**Activity**
Your copy of the lines below must match them exactly and contain no images.

Saved data entries:

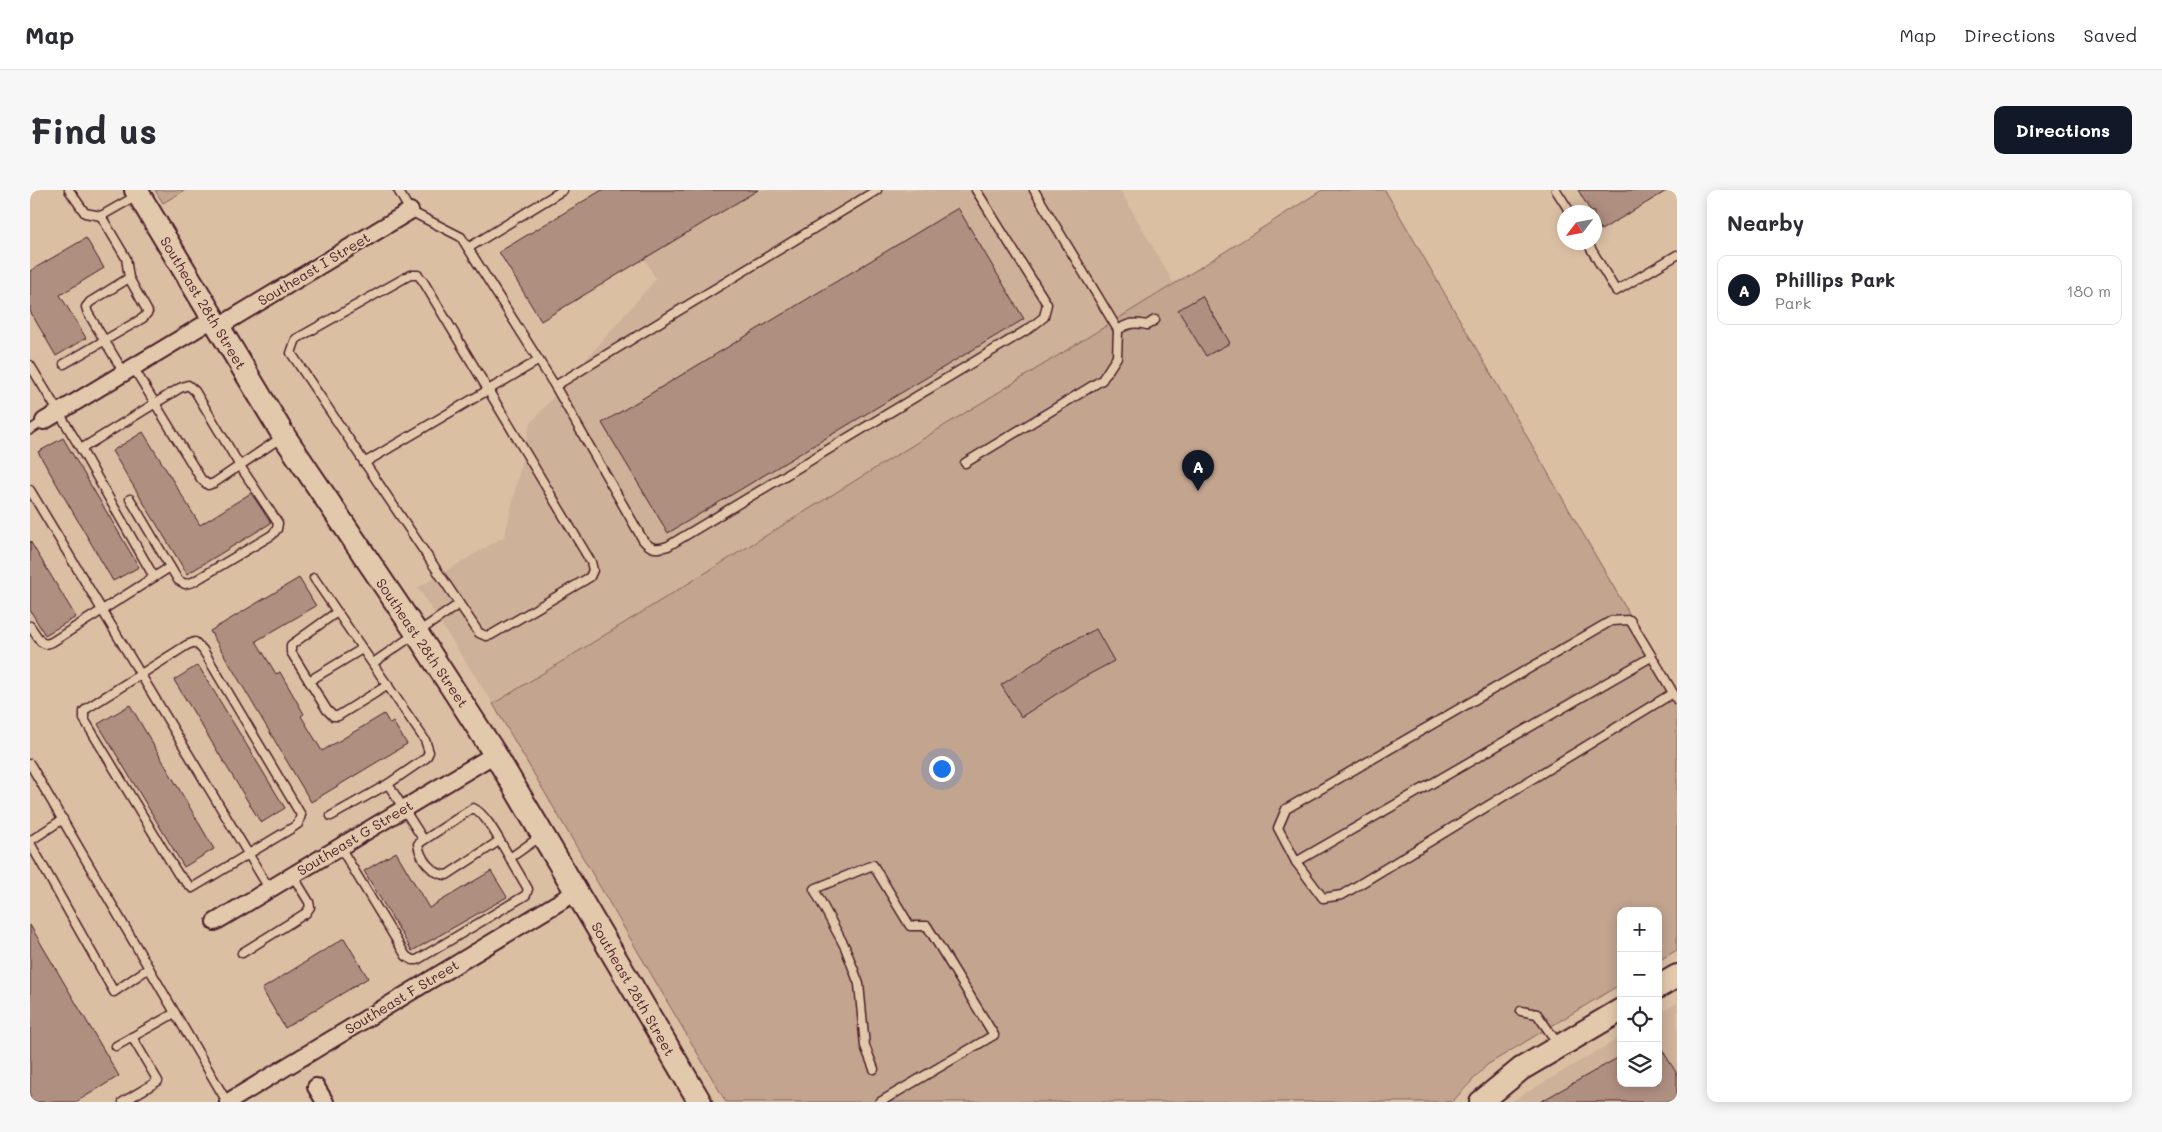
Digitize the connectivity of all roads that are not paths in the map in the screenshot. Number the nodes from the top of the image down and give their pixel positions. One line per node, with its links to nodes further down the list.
1 (69, 190): 11 (lane)
2 (398, 190): 10 (lane)
3 (563, 190): 12 (lane)
4 (877, 190): 24 (lane)
5 (976, 190): 24 (lane)
6 (1034, 190): 18 (lane)
7 (1556, 190): 9 (lane)
8 (138, 192): 11 (lane); 17 (main road, Southeast 28th Street)
9 (1566, 205)
10 (410, 211): 12 (lane); 17 (street, Southeast I Street)
11 (101, 216): 15 (lane)
12 (468, 248): 20 (lane)
13 (1592, 250): 14 (lane)
14 (1677, 255)
15 (129, 278): 19 (lane); 19 (lane)
16 (1155, 320): 18 (lane)
17 (215, 323): 23 (street, Southeast I Street); 29 (main road, Southeast 28th Street)
18 (1118, 330): 32 (lane)
19 (104, 340): 21 (lane); 23 (lane)
20 (539, 360): 24 (lane); 25 (lane)
21 (64, 364)
22 (30, 365): 27 (lane)
23 (128, 370): 26 (lane); 27 (street, Southeast I Street)
24 (555, 386)
25 (488, 390): 31 (lane); 31 (lane); 39 (lane)
26 (155, 403): 30 (lane); 33 (lane); 33 (lane)
27 (59, 412): 28 (street, Southeast I Street); 30 (lane)
28 (37, 426)
29 (284, 436): 33 (lane); 43 (main road, Southeast 28th Street)
30 (81, 449): 37 (lane)
31 (364, 463): 39 (lane)
32 (965, 463)
33 (240, 466): 36 (lane)
34 (30, 490): 40 (lane)
35 (130, 499): 36 (lane)
36 (170, 567): 37 (lane)
37 (154, 577): 40 (lane)
38 (314, 578): 41 (lane)
39 (459, 604): 43 (lane)
40 (102, 610): 42 (lane); 47 (lane)
41 (337, 612): 44 (lane); 48 (lane)
42 (30, 626)
43 (416, 632): 46 (lane); 51 (main road, Southeast 28th Street)
44 (362, 649): 46 (lane); 48 (lane)
45 (1651, 657): 50 (lane); 65 (lane); 65 (lane)
46 (373, 663): 49 (lane)
47 (140, 674): 63 (lane); 63 (lane); 63 (lane)
48 (309, 681): 49 (lane)
49 (388, 685): 54 (lane)
50 (1675, 697): 65 (lane)
51 (495, 754): 55 (street, Southeast G Street); 58 (main road, Southeast 28th Street)
52 (30, 764): 53 (lane)
53 (32, 773): 57 (lane)
54 (388, 784): 55 (lane); 56 (lane)
55 (403, 809): 59 (lane); 62 (street, Southeast G Street)
56 (331, 816)
57 (63, 819): 61 (lane); 71 (lane)
58 (543, 835): 64 (lane); 68 (main road, Southeast 28th Street)
59 (423, 839): 60 (lane); 60 (lane)
60 (499, 841): 64 (lane)
61 (30, 842): 71 (lane)
62 (340, 847): 64 (lane); 66 (street, Southeast G Street)
63 (248, 854): 67 (lane)
64 (510, 858)
65 (1296, 862)
66 (293, 876): 67 (street, Southeast G Street); 70 (lane)
67 (270, 890): 69 (street, Southeast G Street)
68 (576, 892): 83 (street, Southeast F Street); 85 (main road, Southeast 28th Street)
69 (215, 922)
70 (242, 953)
71 (150, 968): 76 (lane)
72 (1677, 976): 73 (main road)
73 (1662, 985)
74 (1520, 1011): 79 (lane)
75 (1617, 1012): 79 (main road)
76 (176, 1013): 77 (lane); 83 (lane)
77 (132, 1037): 78 (lane); 82 (lane)
78 (116, 1046)
79 (1560, 1046): 87 (main road)
80 (874, 1069): 86 (lane)
81 (316, 1087): 84 (street)
82 (122, 1102)
83 (228, 1102)
84 (325, 1102)
85 (700, 1102)
86 (880, 1102)
87 (1481, 1102)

**Your response**
Digitize the connectivity of all roads that are not paths in the map in the screenshot. Number the nodes from the top of the image down and give their pixel positions. One line per node, with its links to nodes further down the list.
1 (69, 190): 11 (lane)
2 (398, 190): 10 (lane)
3 (563, 190): 12 (lane)
4 (877, 190): 24 (lane)
5 (976, 190): 24 (lane)
6 (1034, 190): 18 (lane)
7 (1556, 190): 9 (lane)
8 (138, 192): 11 (lane); 17 (main road, Southeast 28th Street)
9 (1566, 205)
10 (410, 211): 12 (lane); 17 (street, Southeast I Street)
11 (101, 216): 15 (lane)
12 (468, 248): 20 (lane)
13 (1592, 250): 14 (lane)
14 (1677, 255)
15 (129, 278): 19 (lane); 19 (lane)
16 (1155, 320): 18 (lane)
17 (215, 323): 23 (street, Southeast I Street); 29 (main road, Southeast 28th Street)
18 (1118, 330): 32 (lane)
19 (104, 340): 21 (lane); 23 (lane)
20 (539, 360): 24 (lane); 25 (lane)
21 (64, 364)
22 (30, 365): 27 (lane)
23 (128, 370): 26 (lane); 27 (street, Southeast I Street)
24 (555, 386)
25 (488, 390): 31 (lane); 31 (lane); 39 (lane)
26 (155, 403): 30 (lane); 33 (lane); 33 (lane)
27 (59, 412): 28 (street, Southeast I Street); 30 (lane)
28 (37, 426)
29 (284, 436): 33 (lane); 43 (main road, Southeast 28th Street)
30 (81, 449): 37 (lane)
31 (364, 463): 39 (lane)
32 (965, 463)
33 (240, 466): 36 (lane)
34 (30, 490): 40 (lane)
35 (130, 499): 36 (lane)
36 (170, 567): 37 (lane)
37 (154, 577): 40 (lane)
38 (314, 578): 41 (lane)
39 (459, 604): 43 (lane)
40 (102, 610): 42 (lane); 47 (lane)
41 (337, 612): 44 (lane); 48 (lane)
42 (30, 626)
43 (416, 632): 46 (lane); 51 (main road, Southeast 28th Street)
44 (362, 649): 46 (lane); 48 (lane)
45 (1651, 657): 50 (lane); 65 (lane); 65 (lane)
46 (373, 663): 49 (lane)
47 (140, 674): 63 (lane); 63 (lane); 63 (lane)
48 (309, 681): 49 (lane)
49 (388, 685): 54 (lane)
50 (1675, 697): 65 (lane)
51 (495, 754): 55 (street, Southeast G Street); 58 (main road, Southeast 28th Street)
52 (30, 764): 53 (lane)
53 (32, 773): 57 (lane)
54 (388, 784): 55 (lane); 56 (lane)
55 (403, 809): 59 (lane); 62 (street, Southeast G Street)
56 (331, 816)
57 (63, 819): 61 (lane); 71 (lane)
58 (543, 835): 64 (lane); 68 (main road, Southeast 28th Street)
59 (423, 839): 60 (lane); 60 (lane)
60 (499, 841): 64 (lane)
61 (30, 842): 71 (lane)
62 (340, 847): 64 (lane); 66 (street, Southeast G Street)
63 (248, 854): 67 (lane)
64 (510, 858)
65 (1296, 862)
66 (293, 876): 67 (street, Southeast G Street); 70 (lane)
67 (270, 890): 69 (street, Southeast G Street)
68 (576, 892): 83 (street, Southeast F Street); 85 (main road, Southeast 28th Street)
69 (215, 922)
70 (242, 953)
71 (150, 968): 76 (lane)
72 (1677, 976): 73 (main road)
73 (1662, 985)
74 (1520, 1011): 79 (lane)
75 (1617, 1012): 79 (main road)
76 (176, 1013): 77 (lane); 83 (lane)
77 (132, 1037): 78 (lane); 82 (lane)
78 (116, 1046)
79 (1560, 1046): 87 (main road)
80 (874, 1069): 86 (lane)
81 (316, 1087): 84 (street)
82 (122, 1102)
83 (228, 1102)
84 (325, 1102)
85 (700, 1102)
86 (880, 1102)
87 (1481, 1102)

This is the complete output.